Panhandle, claiming that said order of the Michigan public service commission prohibited it from selling natural gas in this State direct to a local consumer for its own use, filed in the circuit court of Ingham county the bill of complaint in the instant case to set aside and enjoin enforcement of the commission's order. It added to its bill of complaint the motion made by it before the Michigan public service commission, in which it sought the dismissal of the petition filed there by the Michigan Consolidated Gas Company, and making the claim:

"That the Michigan public service commission has no jurisdiction over the subject matter of the sale of natural gas, a commodity in interstate commerce, by Panhandle Eastern Pipe Line Company to Ford Motor Company,"

and that:

"Panhandle Eastern Pipe Line Company has the right to sell and deliver gas to industrial consumers without regulation by the Michigan public service commission of such interstate commerce."

In the circuit court the Michigan Consolidated Gas Company intervened in the case and, after an extended hearing, the circuit judge entered a decree permanently restraining the Michigan public service commission from interfering in the direct sale of natural gas by Panhandle to the said Ford Motor Company or other industrial users in the State of Michigan.

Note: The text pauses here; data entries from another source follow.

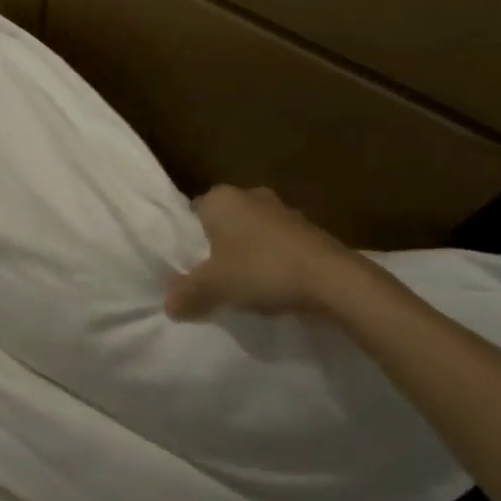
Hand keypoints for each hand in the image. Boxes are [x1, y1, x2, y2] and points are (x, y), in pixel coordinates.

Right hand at [165, 186, 365, 320]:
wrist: (333, 280)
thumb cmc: (262, 269)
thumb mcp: (215, 286)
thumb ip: (188, 293)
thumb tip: (168, 305)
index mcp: (221, 198)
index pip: (193, 213)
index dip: (189, 239)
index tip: (189, 265)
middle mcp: (250, 195)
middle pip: (224, 222)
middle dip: (220, 245)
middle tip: (213, 276)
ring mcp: (284, 210)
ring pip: (254, 232)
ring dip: (249, 253)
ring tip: (245, 285)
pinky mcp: (310, 230)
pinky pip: (280, 244)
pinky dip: (275, 260)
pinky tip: (275, 286)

From said decree, the Michigan public service commission and the intervenor, Michigan Consolidated Gas Company, appeal.

Panhandle construes the order of the Michigan public service commission as an absolute denial of the right of Panhandle to sell natural gas in this *655 State direct to local consumers for their own consumption and use; in other words, that said order denies Panhandle a certificate of public convenience and necessity to sell natural gas direct to local consumers. We do not so construe the order. It is, however, a direct order by the Michigan public service commission, finding that it does have jurisdiction to determine whether a certificate of public convenience and necessity shall be granted to Panhandle to carry on said operation. It denies the right of Panhandle to sell natural gas to the Ford Motor Company or other local consumers for their own consumption, without first obtaining a certificate of public convenience and necessity from the commission. It leaves the door open for a hearing before the Michigan public service commission as to whether or not public convenience and necessity requires the granting of such a certificate to Panhandle, after a proper hearing on that question. The statute states what the commission shall take into consideration in determining the question of public convenience and necessity, and what the certificate shall provide. CL 1948, § 460.505 (Stat Ann § 22.145). If the commission, after such a hearing, should deny such a certificate to Panhandle, the statute affords it a remedy for review in the courts; and, on the contrary, if at such hearing the commission should grant such a certificate to Panhandle, the intervenor herein or any other interested party would likewise have the same right of review. The statute so provides. CL 1948, § 460.506 (Stat Ann § 22.146).

In the instant case the bill of complaint was filed and the decree entered in the circuit court, and also the appeal therefrom taken to this Court, prior to the decision of the United States supreme court in Panhandle Eastern Pipe Line Co. v. Public Service Commission of Indiana (December, 1947), 332 US 507 (68 S Ct 190, 92 L ed 128). The statute law of *656 the State of Indiana requires that a certificate of public convenience and necessity be obtained from the Indiana public service commission as a prerequisite to engaging in the operation of a public utility. Burns Indiana Stat Ann § 54.601. In that respect the Indiana law is substantially the same as the statute law of this State (CL 1948, § 460.502 [Stat Ann § 22.142], supra). The decision of the United States supreme court in the Panhandle-Indiana Case, supra, is so conclusive of the issue now before us that we quote from and adopt it at length, as follows:

"Broadly the question is whether Indiana has power to regulate sales of natural gas made by an interstate pipe-line carrier direct to industrial consumers in Indiana. More narrowly we are asked to decide whether the commerce clause, [US] Const, art 1, § 8, by its own force forbids the appellee, public service commission, to require appellant to file tariffs, rules and regulations, annual reports, et cetera, as steps in a comprehensive plan of regulation preliminary to possible exercise of jurisdiction over rates and service in such sales.[1]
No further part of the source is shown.